In [None]:
import pandas as pd
import numpy as np
import pickle

import plotly.graph_objects as go
import plotly.express as px
from plotly.subplots import make_subplots

from sklearn.metrics import (mean_squared_error, mean_absolute_error, mean_absolute_percentage_error)

# Arima
from pmdarima import auto_arima
from statsmodels.tsa.seasonal import seasonal_decompose
from statsmodels.tsa.statespace.sarimax import SARIMAX
from datetime import datetime, timedelta

# Neural Prophet
from neuralprophet import NeuralProphet
from neuralprophet import set_random_seed 
set_random_seed(0)  # control the random initialization of weights

import warnings
warnings.filterwarnings("ignore")

pd.set_option('display.max_columns', None)

## DATA

In [None]:
# Lectura de datos
df = pd.read_parquet("forecast_data.parquet")
df.head()

Vamos a evaluar diferentes técnicas de forecasting para poder predecir los futuros retrasos de la manera más precisa posible. Para ello seleccionamos los datos correspondientes a un único aeropuerto, que será con el cual realizaremos las pruebas de modelado

In [None]:
airports = list(df['ORIGIN_AIRPORT'].unique())
airports

In [None]:
# Seleccionamos el primer aeropuerto de la lista
data = df[df['ORIGIN_AIRPORT'] == airports[0]]
data = data.loc[:,['DATE', 'DELAYED_FLIGHTS']] 

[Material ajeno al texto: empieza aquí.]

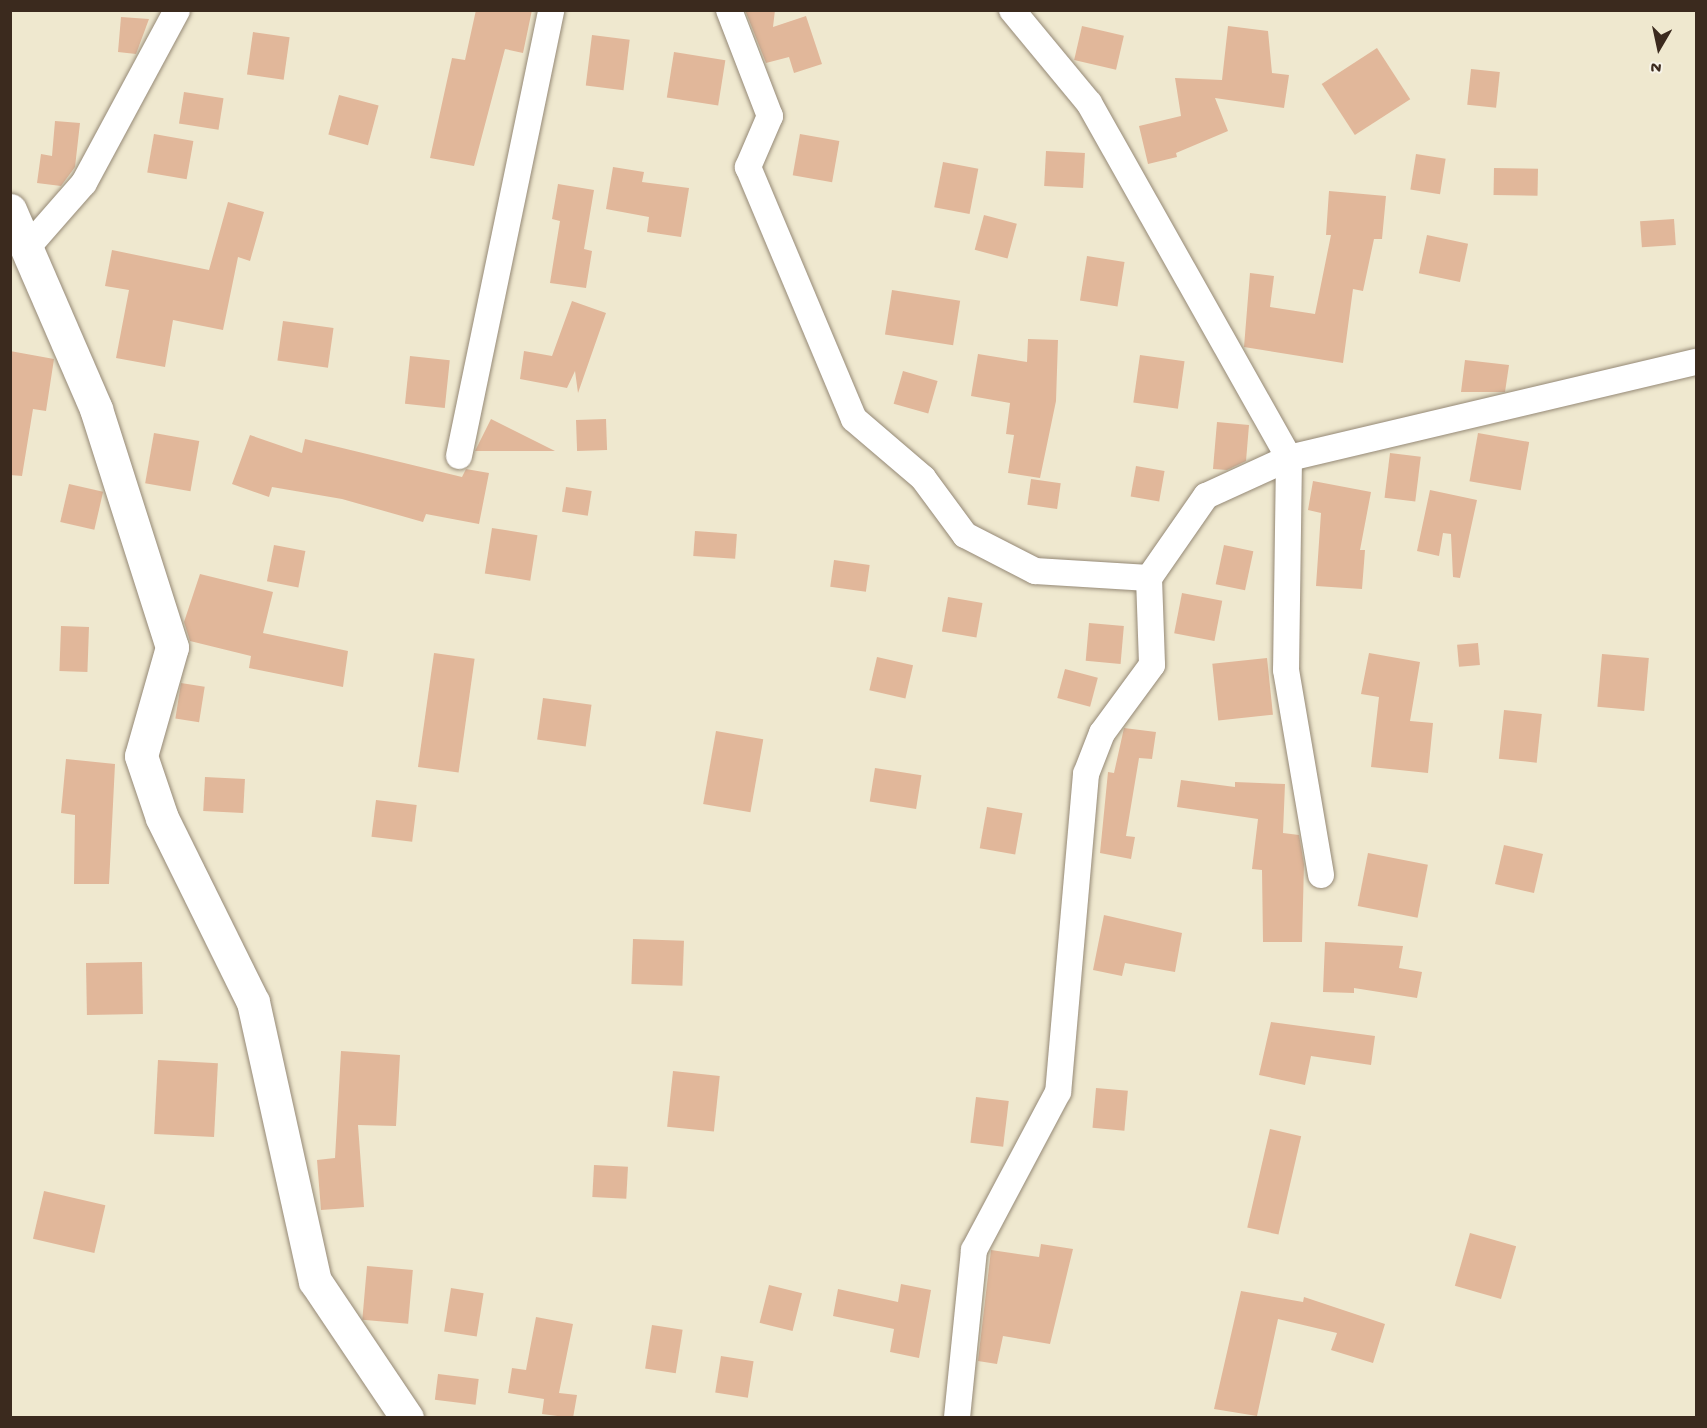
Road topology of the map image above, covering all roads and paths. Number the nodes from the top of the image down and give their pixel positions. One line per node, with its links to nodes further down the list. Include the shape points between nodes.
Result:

# Cambiamos el nombre a las columnas para que vaya a corde con el modelo
data.columns = ['ds','y']
data['ds'] = pd.to_datetime(data['ds'],format = "%m/%d/%Y")
data.head()

# Forecast

Variable a predecir: *number of delays per airport and day*

## Option I. Arima

Modelo ARIMA para la predicción de series de tiempo
ARIMA significa modelo de promedio móvil integrado autorregresivo y se especifica mediante tres parámetros de orden: (p, d, q).

AR( p ) Autoregresión : un modelo de regresión que utiliza la relación dependiente entre una observación actual y las observaciones durante un período anterior Un componente auto regresivo( AR(p) ) se refiere al uso de valores pasados ​​en la ecuación de regresión para la serie de tiempo.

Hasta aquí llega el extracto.